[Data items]
++++++++++++++++++++

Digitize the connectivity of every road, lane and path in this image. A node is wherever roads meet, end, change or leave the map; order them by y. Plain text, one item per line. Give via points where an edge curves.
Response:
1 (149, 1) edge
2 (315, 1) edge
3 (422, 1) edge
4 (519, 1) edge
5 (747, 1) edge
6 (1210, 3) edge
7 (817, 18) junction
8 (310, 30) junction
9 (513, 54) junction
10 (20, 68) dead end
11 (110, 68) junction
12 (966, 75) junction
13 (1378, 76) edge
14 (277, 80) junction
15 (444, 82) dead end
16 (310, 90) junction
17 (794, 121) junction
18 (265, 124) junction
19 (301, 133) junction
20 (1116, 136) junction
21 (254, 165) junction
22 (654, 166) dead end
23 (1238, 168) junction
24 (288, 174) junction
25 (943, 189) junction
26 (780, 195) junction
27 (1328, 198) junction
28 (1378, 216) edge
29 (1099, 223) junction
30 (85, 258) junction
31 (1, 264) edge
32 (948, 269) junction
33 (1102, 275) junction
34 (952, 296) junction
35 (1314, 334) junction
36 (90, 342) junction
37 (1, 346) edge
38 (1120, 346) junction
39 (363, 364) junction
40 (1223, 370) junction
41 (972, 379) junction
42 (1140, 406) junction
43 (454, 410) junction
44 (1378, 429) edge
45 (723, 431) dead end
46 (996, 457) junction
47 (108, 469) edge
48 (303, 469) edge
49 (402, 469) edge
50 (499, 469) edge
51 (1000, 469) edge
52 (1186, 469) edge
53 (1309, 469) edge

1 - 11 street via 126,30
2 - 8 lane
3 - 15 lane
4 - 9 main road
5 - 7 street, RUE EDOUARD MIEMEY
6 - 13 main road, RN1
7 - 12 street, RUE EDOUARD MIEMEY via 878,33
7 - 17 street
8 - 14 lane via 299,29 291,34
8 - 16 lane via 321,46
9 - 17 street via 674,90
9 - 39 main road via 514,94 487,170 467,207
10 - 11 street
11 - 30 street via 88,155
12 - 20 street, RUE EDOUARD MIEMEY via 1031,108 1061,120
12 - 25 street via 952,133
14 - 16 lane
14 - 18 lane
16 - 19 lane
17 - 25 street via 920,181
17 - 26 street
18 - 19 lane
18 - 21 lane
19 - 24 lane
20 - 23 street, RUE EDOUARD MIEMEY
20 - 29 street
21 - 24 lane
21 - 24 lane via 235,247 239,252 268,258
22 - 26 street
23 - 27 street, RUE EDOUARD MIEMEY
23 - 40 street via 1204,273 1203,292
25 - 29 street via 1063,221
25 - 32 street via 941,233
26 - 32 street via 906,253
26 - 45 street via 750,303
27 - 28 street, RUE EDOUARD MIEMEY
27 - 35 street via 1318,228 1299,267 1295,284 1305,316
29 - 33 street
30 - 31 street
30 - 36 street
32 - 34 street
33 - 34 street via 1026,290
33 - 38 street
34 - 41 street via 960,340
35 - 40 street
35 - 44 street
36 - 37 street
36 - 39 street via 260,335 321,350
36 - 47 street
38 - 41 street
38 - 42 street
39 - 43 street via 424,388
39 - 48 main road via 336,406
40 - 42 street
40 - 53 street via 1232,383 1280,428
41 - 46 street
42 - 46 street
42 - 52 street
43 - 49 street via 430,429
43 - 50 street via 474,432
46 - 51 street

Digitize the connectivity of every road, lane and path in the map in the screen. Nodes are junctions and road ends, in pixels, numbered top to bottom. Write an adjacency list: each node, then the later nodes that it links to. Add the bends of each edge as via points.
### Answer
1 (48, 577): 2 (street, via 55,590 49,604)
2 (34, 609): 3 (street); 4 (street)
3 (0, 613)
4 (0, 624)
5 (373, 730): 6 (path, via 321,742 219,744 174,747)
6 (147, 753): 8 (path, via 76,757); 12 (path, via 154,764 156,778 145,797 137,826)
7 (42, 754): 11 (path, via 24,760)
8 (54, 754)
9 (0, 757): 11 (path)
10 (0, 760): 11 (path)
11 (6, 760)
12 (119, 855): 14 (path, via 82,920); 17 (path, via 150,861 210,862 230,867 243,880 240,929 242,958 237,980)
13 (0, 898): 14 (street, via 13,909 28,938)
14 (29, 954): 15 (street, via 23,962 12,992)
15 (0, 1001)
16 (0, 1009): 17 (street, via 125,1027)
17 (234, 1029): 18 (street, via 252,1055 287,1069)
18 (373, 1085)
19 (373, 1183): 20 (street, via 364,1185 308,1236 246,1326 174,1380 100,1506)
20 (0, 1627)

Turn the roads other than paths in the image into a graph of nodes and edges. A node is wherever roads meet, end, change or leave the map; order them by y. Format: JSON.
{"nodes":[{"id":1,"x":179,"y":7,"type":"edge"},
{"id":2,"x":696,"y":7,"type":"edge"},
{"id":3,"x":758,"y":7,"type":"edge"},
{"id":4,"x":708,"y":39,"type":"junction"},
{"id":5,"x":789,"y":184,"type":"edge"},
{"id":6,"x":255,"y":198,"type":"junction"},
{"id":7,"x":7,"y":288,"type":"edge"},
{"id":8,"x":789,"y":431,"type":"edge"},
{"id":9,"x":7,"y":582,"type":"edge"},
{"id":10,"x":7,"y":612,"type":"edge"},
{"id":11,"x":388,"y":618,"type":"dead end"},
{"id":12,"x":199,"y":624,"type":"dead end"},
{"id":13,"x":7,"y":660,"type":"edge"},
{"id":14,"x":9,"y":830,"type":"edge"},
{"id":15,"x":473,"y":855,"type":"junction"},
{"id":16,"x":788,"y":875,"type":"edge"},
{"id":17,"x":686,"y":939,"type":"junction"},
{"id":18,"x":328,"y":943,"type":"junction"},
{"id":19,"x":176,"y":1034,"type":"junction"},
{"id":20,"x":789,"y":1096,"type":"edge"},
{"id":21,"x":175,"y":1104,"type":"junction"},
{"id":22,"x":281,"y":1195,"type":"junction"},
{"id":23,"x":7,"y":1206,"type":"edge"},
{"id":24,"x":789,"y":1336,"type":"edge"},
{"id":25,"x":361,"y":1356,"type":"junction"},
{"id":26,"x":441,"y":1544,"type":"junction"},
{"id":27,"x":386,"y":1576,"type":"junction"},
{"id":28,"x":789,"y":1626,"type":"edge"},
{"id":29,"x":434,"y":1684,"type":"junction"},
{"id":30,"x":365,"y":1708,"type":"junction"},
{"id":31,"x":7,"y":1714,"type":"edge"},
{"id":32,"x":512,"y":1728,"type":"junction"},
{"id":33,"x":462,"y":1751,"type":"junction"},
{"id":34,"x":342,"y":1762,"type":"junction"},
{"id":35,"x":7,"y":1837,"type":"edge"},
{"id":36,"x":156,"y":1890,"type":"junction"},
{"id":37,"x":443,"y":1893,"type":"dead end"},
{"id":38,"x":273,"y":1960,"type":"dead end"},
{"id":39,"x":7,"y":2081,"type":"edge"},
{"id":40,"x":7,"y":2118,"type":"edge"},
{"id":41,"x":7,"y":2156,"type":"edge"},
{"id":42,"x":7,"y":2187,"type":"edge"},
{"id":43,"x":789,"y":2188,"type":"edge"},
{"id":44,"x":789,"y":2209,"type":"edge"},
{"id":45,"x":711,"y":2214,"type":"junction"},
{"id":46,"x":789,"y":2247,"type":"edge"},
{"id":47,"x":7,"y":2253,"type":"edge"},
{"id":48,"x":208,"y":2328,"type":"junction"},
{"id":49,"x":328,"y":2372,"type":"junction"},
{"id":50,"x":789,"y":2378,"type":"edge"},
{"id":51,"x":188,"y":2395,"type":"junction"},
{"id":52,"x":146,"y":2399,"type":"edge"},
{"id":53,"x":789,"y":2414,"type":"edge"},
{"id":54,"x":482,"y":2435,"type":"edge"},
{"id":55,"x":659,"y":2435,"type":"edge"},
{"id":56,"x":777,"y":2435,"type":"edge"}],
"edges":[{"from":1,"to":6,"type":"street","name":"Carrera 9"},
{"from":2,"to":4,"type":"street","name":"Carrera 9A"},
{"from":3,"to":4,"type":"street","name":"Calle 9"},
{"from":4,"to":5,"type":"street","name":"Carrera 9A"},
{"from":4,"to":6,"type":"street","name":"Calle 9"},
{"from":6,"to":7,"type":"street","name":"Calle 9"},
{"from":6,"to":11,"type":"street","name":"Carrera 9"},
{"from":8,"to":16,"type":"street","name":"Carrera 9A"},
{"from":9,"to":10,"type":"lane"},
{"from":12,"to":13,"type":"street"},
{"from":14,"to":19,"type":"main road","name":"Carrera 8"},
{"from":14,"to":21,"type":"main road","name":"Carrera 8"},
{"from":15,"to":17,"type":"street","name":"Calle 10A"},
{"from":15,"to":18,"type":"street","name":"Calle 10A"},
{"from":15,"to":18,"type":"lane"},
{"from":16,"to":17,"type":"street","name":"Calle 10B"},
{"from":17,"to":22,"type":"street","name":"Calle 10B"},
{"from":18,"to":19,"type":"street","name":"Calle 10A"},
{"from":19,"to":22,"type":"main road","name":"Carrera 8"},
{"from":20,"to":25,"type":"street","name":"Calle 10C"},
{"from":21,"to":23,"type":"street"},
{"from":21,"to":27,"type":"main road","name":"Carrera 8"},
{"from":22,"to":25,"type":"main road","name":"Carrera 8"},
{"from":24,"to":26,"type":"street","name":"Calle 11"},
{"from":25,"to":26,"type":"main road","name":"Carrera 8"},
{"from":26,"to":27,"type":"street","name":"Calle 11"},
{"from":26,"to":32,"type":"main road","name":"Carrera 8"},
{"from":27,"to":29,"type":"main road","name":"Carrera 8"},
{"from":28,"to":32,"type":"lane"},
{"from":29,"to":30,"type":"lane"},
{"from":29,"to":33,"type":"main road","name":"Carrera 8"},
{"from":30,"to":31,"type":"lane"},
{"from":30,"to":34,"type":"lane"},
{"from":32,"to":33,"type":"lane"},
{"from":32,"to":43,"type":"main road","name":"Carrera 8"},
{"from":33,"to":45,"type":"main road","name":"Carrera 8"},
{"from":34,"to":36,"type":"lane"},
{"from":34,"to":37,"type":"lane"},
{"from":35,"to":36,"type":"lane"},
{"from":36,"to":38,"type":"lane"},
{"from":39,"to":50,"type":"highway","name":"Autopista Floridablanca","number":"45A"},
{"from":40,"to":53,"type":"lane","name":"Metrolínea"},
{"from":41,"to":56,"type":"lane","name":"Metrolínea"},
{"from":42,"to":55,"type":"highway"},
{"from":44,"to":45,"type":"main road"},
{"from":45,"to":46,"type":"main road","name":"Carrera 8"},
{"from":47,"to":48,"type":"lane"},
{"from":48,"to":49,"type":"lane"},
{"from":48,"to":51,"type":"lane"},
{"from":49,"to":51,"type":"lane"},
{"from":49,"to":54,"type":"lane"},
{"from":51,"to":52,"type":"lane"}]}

++++++++++++++++++++

#### Directions for this task
Check all the records above and select each line where the string "edges" is found.

#### Task response
Turn the roads other than paths in the image into a graph of nodes and edges. A node is wherever roads meet, end, change or leave the map; order them by y. Format: JSON.
"edges":[{"from":1,"to":6,"type":"street","name":"Carrera 9"},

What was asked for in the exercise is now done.